Prime Minister of Papua New Guinea James Marape addresses the...

Prime Minister of Papua New Guinea James Marape addresses the 77th session of the United Nations General Assembly, Sept. 22, 2022, at U.N. headquarters. At least 53 men were massacred in a major escalation of tribal violence in Papua New Guinea, Australian media reported Monday, Feb. 19, 2024. Tribal violence in the Enga region has intensified since elections in 2022 that maintained Prime Minister James Marape's administration. Credit: AP/Julia Nikhinson

MELBOURNE, Australia — A tribal clash in Papua New Guinea’s remote highlands in which at least 26 people were killed has put a growing internal security problem under the microscope in the strategically vital South Pacific island nation that has garnered closer military attention from the United States and China.

The rival powers are increasingly keen to strike security pacts with the developing nation whose international significance has grown in tandem with China's increased regional influence.

Here's a look at some key issues surrounding Papua New Guinea's internal security concerns:

PAPUA NEW GUINEA, THE COUNTRY

Papua New Guinea is the most populous South Pacific island nation after Australia and was a colony of that near neighbor until independence in 1975.

The government estimates Papua New Guinea’s population at around 10 million people, although a United Nations study, based on data including satellite photographs of roof tops, estimated in 2022 it could be as high as 17 million. An accurate census has not been held in the nation in decades.

It’s a diverse country rich in resources including gold, nickel and natural gas with more than 800 Indigenous languages. Most of the population scrapes by as subsistence farmers.

WHY IS THERE TRIBAL WARFARE?

Civil unrest in the capital Port Moresby and Lae, the nation’s second most populous city, made headlines last month when at least 15 people were reportedly killed during rioting and looting in street protests over a public service pay dispute.

But tribal warfare has a long history across the country and is becoming more lethal with an influx of illegal modern firearms in the highlands and increasing use of mercenary sharpshooters.

Some villagers accuse security forces of taking bribes from tribal warlords to help defeat rivals who don’t pay for protection.

The latest tribal battle occurred in gold-rich Enga province. Another hotspot for tribal violence is Hela province. Both are among resource-rich western areas of the country where tribal conflict has escalated in recent decades, said Paul Barker, executive director of the Port Moresby-based policy think tank Institute of National Affairs.

Natural resources create jealousies and conflicts around how the wealth should be distributed, who was entitled to mining royalties and which landowners deserved compensation.

Other traditional triggers for tribal conflict include accusations of sorcery following sudden deaths such as car wrecks and payback for casualties from previous tribal wars.

WHY IS THE WORLD CONCERNED ABOUT PAPUA NEW GUINEA'S DOMESTIC SECURITY TURMOIL?

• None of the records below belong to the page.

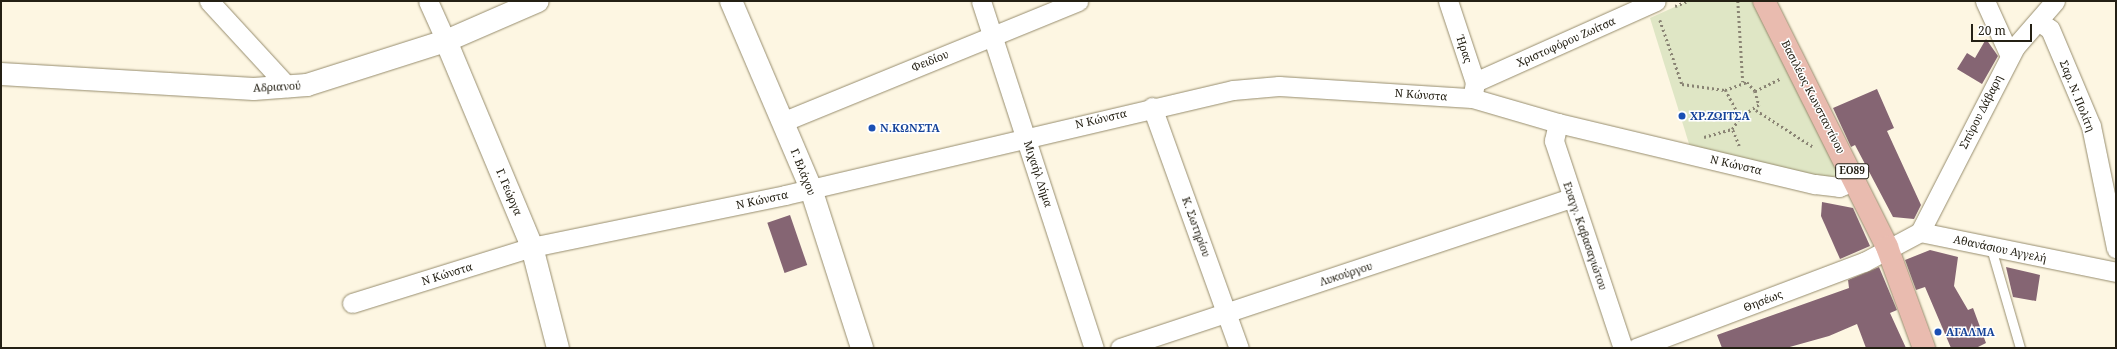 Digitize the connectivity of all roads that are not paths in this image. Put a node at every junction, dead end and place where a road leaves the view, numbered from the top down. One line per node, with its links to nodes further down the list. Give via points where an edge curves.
1 (209, 1): 17 (street)
2 (428, 1): 14 (street)
3 (538, 1): 14 (street, Αδριανού)
4 (731, 1): 20 (street, Γ. Βλάχου)
5 (981, 1): 13 (street, Μιχαήλ Δήμα)
6 (1078, 1): 13 (street, Φειδίου)
7 (1448, 1): 18 (street, Ήρας)
8 (1764, 1): 23 (main road, Βασιλέως Κωνσταντίνου / ΕΟ89)
9 (1984, 1): 15 (street)
10 (2055, 1): 12 (street, Σπύρου Δάβαρη)
11 (1651, 3): 18 (street, Χριστοφόρου Ζωίτσα)
12 (2038, 22): 15 (street, Σπύρου Δάβαρη); 30 (street, Σαρ. Ν. Πολίτη, via 2050,29 2091,126)
13 (993, 35): 20 (street, Φειδίου); 22 (street, Μιχαήλ Δήμα)
14 (446, 41): 17 (street, Αδριανού, via 343,76); 27 (street, Γ. Γεώργα)
15 (2010, 56): 26 (street, Σπύρου Δάβαρη)
16 (1, 74): 17 (street, Αδριανού, via 254,89)
17 (288, 86)
18 (1474, 90): 19 (street, Ν Κώνστα, via 1279,86 1233,90); 21 (street, Ν Κώνστα)
19 (1152, 107): 22 (street, Ν Κώνστα); 33 (street, Κ. Σωτηρίου)
20 (782, 122): 24 (street, Γ. Βλάχου)
21 (1558, 123): 23 (street, Ν Κώνστα, via 1747,168 1840,187); 25 (street, Ευαγγ. Καβασαγιώτου, via 1554,141)
22 (1026, 137): 24 (street, Ν Κώνστα); 36 (street, Μιχαήλ Δήμα)
23 (1856, 180): 28 (main road, Βασιλέως Κωνσταντίνου / ΕΟ89)
24 (811, 189): 27 (street, Ν Κώνστα); 35 (street, Γ. Βλάχου)
25 (1572, 198): 33 (street, Λυκούργου); 39 (street, Ευαγγ. Καβασαγιώτου)
26 (1920, 232): 28 (street); 29 (street, Αθανάσιου Αγγελή)
27 (532, 247): 32 (street, Ν Κώνστα); 34 (street, Γ. Γεώργα)
28 (1887, 247): 40 (street, Θησέως, via 1864,262); 41 (main road, Βασιλέως Κωνσταντίνου / ΕΟ89)
29 (1992, 248): 31 (street, Αθανάσιου Αγγελή); 42 (lane)
30 (2116, 248)
31 (2116, 272)
32 (352, 303)
33 (1226, 313): 37 (street, Λυκούργου); 38 (street, Κ. Σωτηρίου)
34 (558, 348)
35 (862, 348)
36 (1094, 348)
37 (1120, 348)
38 (1239, 348)
39 (1623, 348)
40 (1636, 348)
41 (1924, 348)
42 (2020, 348)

Joe Biden was to become the only sitting U.S. president to ever visit Papua New Guinea in May last year but cancelled at short notice to focus on debt limit talks in Washington, D.C. U.S. Secretary of State Antony Blinken took Biden’s place and signed a new security pact that sparked Papuan student protests over concerns that it undermined the country's sovereignty.

Chinese President Xi Jinping had visited in 2018 when Port Moresby hosted the Asia-Pacific Economic Cooperation leaders’ summit.

The United States and its influential ally in the region, Australia, have been rapidly building bridges with Papua New Guinea and its island neighbors in response to China signing a security pact with the Solomons Islands in 2022 that raised the prospects of a Chinese naval foothold being established in the South Pacific.

China later failed in an ambitious attempt to get 10 Pacific island nations including Papua New Guinea, the Solomons’ nearest neighbor, to sign a sweeping deal covering everything from security to fisheries.

Australian and Papuan prime ministers signed a security pact in December that strengthened Australia’s place as the preferred security partner in the region.

The main dividend for Papua New Guinea was the help Australia offered to address its internal security concerns by increasing the police force from 6,000 to 26,000 members and to support the court and prison systems.

But Papua New Guinea’s Foreign Minister Justin Tkatchenko revealed last month that his government had begun early talks with China on its offer of policing assistance weeks after the street riots in Port Moresby and Lae.

Papua New Guinea had previously said the United States and Australia were its preferred security partners while China would remain an economic partner.